Search code examples
mysqlsubqueryweighted-average

MySQL / BigQuery - Weighted Average & Group By


I am trying to calculate a weighted average of a dataset and return the maximum value, monthly over a period of 12 months along with its' corrosponding ticket description.

I'm aware that there are tons of questions out there addressing similar problems, but I have yet to find a solution that combines the syntaxes I believe are required.

Here's some sample table data:

Month_Begin_Date Priority ticket_about_tag Phone_Time Occurances
2019-02-01 Urgent Power Bill 22.42 36
2019-02-01 Normal Power Bill 3.41 89
2019-05-01 Normal Wifi Issue 45.32 12

Here's my current query for determining the weighted average:

SELECT (Month_Begin_Date, 
(sum(phone_time * occurances))/sum(occurances)) AS Weighted_Average_Phone_Time
FROM database
GROUP BY month_begin_date

This returns the weighted average total for all ticket_about_tags, monthly.

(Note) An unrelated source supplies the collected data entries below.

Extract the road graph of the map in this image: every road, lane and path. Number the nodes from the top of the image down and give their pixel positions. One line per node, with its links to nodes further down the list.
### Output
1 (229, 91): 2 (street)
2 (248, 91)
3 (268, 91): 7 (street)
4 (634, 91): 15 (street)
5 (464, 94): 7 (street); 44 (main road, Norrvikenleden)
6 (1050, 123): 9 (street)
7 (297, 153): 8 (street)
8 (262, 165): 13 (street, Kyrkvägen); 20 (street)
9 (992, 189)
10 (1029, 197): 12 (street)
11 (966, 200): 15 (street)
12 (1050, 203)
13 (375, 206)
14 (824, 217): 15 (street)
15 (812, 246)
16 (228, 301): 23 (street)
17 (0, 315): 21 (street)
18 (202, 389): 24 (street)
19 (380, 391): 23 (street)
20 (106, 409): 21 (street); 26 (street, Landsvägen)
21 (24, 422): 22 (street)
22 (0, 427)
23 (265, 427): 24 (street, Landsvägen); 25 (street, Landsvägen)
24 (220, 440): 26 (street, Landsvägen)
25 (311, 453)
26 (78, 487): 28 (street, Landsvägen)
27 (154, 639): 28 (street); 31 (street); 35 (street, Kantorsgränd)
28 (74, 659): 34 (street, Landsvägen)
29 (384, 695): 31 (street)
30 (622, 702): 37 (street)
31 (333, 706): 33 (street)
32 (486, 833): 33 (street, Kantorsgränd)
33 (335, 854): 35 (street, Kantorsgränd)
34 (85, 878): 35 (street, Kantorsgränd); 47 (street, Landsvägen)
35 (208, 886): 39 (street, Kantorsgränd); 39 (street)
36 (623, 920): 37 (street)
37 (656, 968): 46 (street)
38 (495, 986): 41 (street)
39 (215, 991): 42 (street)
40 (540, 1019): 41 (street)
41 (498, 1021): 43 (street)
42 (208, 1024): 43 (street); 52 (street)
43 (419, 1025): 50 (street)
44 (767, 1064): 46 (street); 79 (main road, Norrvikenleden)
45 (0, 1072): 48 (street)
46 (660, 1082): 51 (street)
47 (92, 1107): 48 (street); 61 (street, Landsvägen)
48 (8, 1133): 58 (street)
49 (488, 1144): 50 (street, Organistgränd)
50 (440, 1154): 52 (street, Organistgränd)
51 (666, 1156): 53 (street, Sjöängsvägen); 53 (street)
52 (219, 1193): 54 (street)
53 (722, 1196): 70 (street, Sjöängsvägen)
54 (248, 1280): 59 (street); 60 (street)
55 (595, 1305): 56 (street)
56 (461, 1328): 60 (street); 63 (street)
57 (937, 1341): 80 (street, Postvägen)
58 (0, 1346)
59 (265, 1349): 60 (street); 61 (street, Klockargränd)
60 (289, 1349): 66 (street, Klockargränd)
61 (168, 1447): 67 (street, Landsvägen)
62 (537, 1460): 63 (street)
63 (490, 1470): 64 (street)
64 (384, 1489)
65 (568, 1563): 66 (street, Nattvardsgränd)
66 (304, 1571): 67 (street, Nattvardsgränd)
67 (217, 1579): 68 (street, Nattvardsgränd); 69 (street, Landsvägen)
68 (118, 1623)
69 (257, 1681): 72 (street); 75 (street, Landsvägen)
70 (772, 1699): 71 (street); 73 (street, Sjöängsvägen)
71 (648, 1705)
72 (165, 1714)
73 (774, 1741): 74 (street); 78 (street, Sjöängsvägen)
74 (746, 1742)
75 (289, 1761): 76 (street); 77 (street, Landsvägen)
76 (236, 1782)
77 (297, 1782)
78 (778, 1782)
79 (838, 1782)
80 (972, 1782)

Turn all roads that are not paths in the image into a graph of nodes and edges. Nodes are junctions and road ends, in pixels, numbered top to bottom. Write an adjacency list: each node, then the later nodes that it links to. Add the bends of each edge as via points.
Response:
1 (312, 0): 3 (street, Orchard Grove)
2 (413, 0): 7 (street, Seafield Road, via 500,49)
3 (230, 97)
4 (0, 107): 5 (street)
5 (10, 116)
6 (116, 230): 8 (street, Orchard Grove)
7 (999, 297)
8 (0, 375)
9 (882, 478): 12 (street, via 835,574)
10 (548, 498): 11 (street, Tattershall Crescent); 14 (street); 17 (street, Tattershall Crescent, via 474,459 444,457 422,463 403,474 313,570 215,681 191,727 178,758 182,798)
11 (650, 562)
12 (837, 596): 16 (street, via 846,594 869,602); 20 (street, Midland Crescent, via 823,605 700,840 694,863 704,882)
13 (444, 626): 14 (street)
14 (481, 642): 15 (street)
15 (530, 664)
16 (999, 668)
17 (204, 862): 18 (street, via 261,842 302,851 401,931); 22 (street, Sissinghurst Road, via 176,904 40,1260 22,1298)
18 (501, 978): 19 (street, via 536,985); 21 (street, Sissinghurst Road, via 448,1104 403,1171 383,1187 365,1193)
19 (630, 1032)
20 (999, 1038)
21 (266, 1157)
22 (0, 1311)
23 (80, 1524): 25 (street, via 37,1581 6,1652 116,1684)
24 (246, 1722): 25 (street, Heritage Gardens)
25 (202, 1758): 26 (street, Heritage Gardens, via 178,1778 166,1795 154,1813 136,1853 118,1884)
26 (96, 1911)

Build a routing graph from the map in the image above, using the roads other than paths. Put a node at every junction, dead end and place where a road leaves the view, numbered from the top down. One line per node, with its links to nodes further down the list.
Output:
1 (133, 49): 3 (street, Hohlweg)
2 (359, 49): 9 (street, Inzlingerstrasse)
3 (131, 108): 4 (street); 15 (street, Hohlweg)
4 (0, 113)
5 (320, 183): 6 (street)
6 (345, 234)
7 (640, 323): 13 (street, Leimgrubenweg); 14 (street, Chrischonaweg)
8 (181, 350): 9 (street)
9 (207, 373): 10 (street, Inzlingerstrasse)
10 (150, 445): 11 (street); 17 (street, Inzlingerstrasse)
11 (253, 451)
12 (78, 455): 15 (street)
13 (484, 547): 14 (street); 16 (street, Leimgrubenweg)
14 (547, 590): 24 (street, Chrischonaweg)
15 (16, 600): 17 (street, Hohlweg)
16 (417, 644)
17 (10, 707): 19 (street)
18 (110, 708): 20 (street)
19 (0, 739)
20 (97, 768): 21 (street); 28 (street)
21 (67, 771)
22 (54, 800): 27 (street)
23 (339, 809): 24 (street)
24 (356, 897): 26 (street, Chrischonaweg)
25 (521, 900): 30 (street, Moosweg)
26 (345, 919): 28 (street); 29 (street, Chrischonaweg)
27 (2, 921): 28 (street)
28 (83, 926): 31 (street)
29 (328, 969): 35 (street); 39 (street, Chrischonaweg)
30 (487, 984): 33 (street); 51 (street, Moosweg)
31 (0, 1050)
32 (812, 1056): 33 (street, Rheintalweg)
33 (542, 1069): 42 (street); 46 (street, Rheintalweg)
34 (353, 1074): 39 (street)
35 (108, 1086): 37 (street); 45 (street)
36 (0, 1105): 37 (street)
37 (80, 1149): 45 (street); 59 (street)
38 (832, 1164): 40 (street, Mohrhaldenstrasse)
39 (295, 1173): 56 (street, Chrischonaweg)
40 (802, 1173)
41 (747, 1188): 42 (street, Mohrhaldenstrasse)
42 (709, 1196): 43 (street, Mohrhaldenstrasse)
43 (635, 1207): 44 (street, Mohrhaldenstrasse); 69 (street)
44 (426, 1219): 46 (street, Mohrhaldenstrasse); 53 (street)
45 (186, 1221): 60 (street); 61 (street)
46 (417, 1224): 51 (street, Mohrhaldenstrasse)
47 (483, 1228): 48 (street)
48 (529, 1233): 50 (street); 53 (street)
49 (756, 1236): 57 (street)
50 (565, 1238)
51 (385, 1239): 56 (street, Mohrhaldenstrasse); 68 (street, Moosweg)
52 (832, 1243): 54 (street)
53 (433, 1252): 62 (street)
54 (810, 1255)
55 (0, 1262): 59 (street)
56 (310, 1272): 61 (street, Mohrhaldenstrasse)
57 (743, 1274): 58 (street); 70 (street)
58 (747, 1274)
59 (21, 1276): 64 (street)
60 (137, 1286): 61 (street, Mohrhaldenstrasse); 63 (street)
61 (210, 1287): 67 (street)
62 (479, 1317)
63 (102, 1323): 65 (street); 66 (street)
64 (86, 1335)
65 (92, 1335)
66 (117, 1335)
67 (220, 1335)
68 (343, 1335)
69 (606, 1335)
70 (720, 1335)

But I still need to get this so that it displays the maximum weighted average grouped by ticket description. I.e. something that looks like this:

Month_Begin_Date ticket_about_tag Weighted_average_phone_time
2019-01-01 Power Bill 22.42
2019-02-01 Power Bill 3.41
2019-03-01 Wifi Issue 45.32

I've tried adding this as a subquery into another query in order to return the data I'm after, like so:

SELECT Month_Begin_date, Ticket_About_Tag, Phone_Average_Handle_Time 
FROM database WHERE CONCAT(month_begin_date,phone_time) IN 
(SELECT CONCAT (Month_Begin_Date, 
(sum(phone_time * occurances))/sum(occurances)) AS Weighted_Average_Phone_Time
FROM database
GROUP BY month_begin_date
)
ORDER BY month_begin_date ASC  

Thanks very much for any assistance


Solution

  • Not sure I got your question right, but using the following data:

    Month_Begin_Date Priority Ticket_About_Tag Phone_Time Occurences
    2019-02-01 Urgent Power Bill 22.42 36
    2019-02-01 Normal Power Bill 3.41 89
    2019-05-01 Normal Wifi Issue 45.32 12
    2019-02-01 Urgent Wifi Issue 14.2 7
    2019-02-01 Normal Wifi Issue 30.7 5

    Is this the query you're after?

    SELECT 
    Month_Begin_Date, Ticket_About_Tag,
    SUM(Phone_Time * Occurences) / SUM(Occurences) AS Weighted_Average_Phone_Time
    FROM `database`
    GROUP BY Month_Begin_Date, Ticket_About_Tag
    ORDER BY Month_Begin_Date ASC, Ticket_About_Tag ASC;
    

    That gives you a result like the one you posted:

    Month_Begin_Date Ticket_About_Tag Weighted_Average_Phone_Time
    2019-02-01 Power Bill 8.884880083084106
    2019-02-01 Wifi Issue 21.075000206629436
    2019-05-01 Wifi Issue 45.31999969482422

    Response to your comment

    To answer your comment you could:

    SELECT
    a.Month_Begin_Date, 
    a.Ticket_About_Tag, 
    b.Max_Weighted_Average_Phone_Time
    FROM (
    
    SELECT 
    Month_Begin_Date,
    Ticket_About_Tag,
    SUM(Phone_Time * Occurences) / SUM(Occurences) AS Weighted_Average_Phone_Time
    FROM `database`
    GROUP BY Month_Begin_Date, Ticket_About_Tag
    
    ) a
    
    LEFT JOIN (
    
    SELECT
    b1.Month_Begin_Date, 
    MAX(b1.Weighted_Average_Phone_Time) AS Max_Weighted_Average_Phone_Time
    FROM (
    
    SELECT 
    Month_Begin_Date,
    Ticket_About_Tag,
    SUM(Phone_Time * Occurences) / SUM(Occurences) AS Weighted_Average_Phone_Time
    FROM `database`
    GROUP BY Month_Begin_Date, Ticket_About_Tag
    
    ) b1
    
    GROUP BY b1.Month_Begin_Date
    
    ) b ON a.Month_Begin_Date = b.Month_Begin_Date
    
    WHERE a.Weighted_Average_Phone_Time = b.Max_Weighted_Average_Phone_Time
    

    That gives you the following output:

    Month_Begin_Date Ticket_About_Tag Max_Weighted_Average_Phone_Time
    2019-02-01 Wifi Issue 21.075000206629436
    2019-05-01 Wifi Issue 45.31999969482422

    There are other ways of doing this, but I think this is by far the easiest way to understand without using other SQL constructs. It reflects your need of going through the same data twice, first to aggregate by month and ticket tag, then to find the maximum of the aggregate data by month.